Everything from the line containing "middle tip: (245, 213)" through the line containing "pinky tip: (265, 202)" should be repeated exactly, and nothing else from the data.

Start of Block

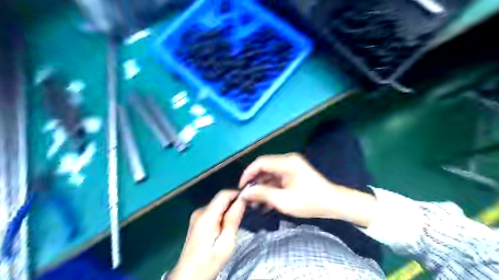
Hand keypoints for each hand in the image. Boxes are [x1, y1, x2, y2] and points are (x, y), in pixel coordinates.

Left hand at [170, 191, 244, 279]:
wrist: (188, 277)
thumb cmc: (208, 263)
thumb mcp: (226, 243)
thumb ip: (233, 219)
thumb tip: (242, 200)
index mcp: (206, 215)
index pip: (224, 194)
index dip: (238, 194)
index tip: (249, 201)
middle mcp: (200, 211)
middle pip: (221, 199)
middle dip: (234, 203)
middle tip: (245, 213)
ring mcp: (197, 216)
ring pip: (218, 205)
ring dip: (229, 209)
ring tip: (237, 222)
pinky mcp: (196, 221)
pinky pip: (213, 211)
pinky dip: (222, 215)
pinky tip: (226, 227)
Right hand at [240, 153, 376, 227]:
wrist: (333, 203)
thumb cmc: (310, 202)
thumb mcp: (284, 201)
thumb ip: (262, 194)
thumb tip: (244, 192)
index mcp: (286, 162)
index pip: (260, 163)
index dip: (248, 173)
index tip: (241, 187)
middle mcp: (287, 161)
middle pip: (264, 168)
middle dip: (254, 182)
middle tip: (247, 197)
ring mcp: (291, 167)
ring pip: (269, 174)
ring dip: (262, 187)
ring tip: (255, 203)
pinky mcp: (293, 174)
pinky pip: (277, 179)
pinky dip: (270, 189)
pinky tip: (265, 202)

End of Block
Start of Block

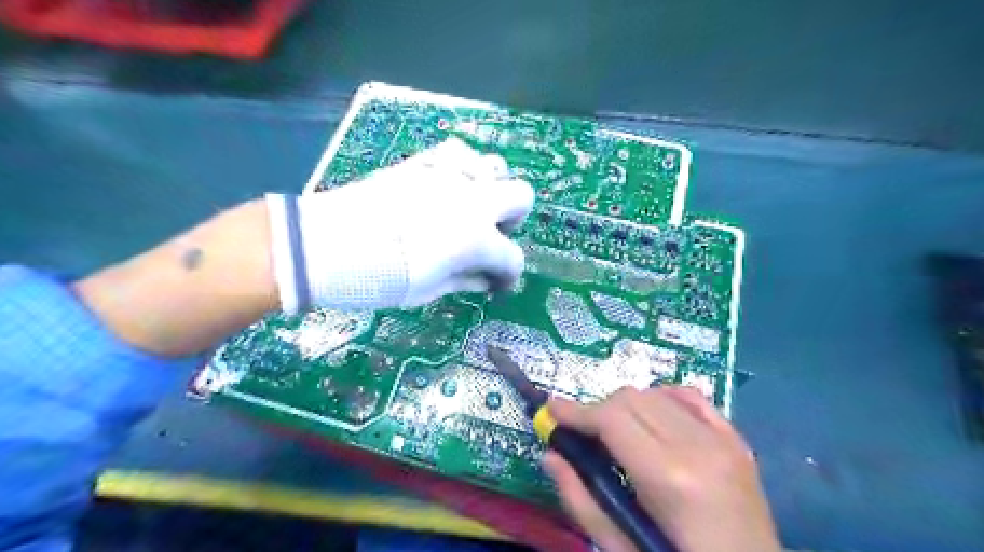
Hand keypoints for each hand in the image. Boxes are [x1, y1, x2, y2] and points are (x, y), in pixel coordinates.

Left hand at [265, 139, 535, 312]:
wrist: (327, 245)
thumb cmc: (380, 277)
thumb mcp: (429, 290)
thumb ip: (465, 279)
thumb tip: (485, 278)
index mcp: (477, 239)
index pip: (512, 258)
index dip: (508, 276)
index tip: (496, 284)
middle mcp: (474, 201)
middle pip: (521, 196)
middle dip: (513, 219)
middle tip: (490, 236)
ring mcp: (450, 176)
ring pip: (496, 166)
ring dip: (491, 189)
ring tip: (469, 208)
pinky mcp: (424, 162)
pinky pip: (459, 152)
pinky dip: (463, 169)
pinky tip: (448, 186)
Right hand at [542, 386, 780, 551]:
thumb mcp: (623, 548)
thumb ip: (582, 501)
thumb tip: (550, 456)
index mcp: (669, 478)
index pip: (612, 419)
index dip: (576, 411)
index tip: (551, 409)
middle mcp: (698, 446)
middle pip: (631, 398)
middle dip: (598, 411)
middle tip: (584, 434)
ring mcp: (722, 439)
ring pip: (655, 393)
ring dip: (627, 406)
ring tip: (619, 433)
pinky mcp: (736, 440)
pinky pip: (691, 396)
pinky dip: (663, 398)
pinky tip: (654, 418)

End of Block
Start of Block

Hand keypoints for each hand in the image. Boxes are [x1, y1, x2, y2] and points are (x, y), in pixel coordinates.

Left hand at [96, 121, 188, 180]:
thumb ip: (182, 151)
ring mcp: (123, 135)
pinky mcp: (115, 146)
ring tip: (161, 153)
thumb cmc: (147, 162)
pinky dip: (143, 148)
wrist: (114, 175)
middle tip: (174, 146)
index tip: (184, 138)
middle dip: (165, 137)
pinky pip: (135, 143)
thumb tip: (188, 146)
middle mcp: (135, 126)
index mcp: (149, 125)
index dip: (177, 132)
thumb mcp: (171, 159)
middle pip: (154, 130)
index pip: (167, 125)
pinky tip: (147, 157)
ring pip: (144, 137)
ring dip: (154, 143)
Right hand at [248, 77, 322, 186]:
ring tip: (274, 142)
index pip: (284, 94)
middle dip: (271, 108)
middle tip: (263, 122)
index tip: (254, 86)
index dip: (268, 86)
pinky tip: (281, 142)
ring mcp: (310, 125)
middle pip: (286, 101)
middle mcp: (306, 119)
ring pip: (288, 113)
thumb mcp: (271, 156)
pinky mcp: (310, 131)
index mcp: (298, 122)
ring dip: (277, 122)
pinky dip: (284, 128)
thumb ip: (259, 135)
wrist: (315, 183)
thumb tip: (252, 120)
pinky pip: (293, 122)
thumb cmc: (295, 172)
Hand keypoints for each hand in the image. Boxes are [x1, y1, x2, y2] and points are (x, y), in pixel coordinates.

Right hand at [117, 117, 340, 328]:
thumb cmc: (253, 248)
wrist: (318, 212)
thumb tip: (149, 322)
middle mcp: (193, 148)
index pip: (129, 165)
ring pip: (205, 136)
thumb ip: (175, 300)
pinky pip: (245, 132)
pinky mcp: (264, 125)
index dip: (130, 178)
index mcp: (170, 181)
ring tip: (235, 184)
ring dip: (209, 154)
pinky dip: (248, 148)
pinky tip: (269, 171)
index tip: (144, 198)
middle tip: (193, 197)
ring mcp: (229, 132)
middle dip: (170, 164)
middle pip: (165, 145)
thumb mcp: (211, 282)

End of Block

:: Task solution ::
middle tip: (245, 213)
ring mcp: (197, 216)
ring pip: (218, 205)
ring dip: (229, 209)
ring tip: (237, 222)
pinky mcp: (196, 221)
pinky pip: (213, 211)
pinky dip: (222, 215)
pinky tip: (226, 227)
Right hand at [240, 153, 376, 227]:
wrist: (333, 203)
thumb cmc: (310, 202)
thumb mcp: (284, 201)
thumb ip: (262, 194)
thumb tip: (244, 192)
index mcp: (286, 162)
index pip: (260, 163)
index dip: (248, 173)
index tip: (241, 187)
middle mcp: (287, 161)
middle pip: (264, 168)
middle dip: (254, 182)
middle tip: (247, 197)
ring mcp: (291, 167)
ring pip: (269, 174)
ring dip: (262, 187)
ring tip: (255, 203)
pinky mcp: (293, 174)
pinky pip: (277, 179)
pinky dip: (270, 189)
pinky tip: (265, 202)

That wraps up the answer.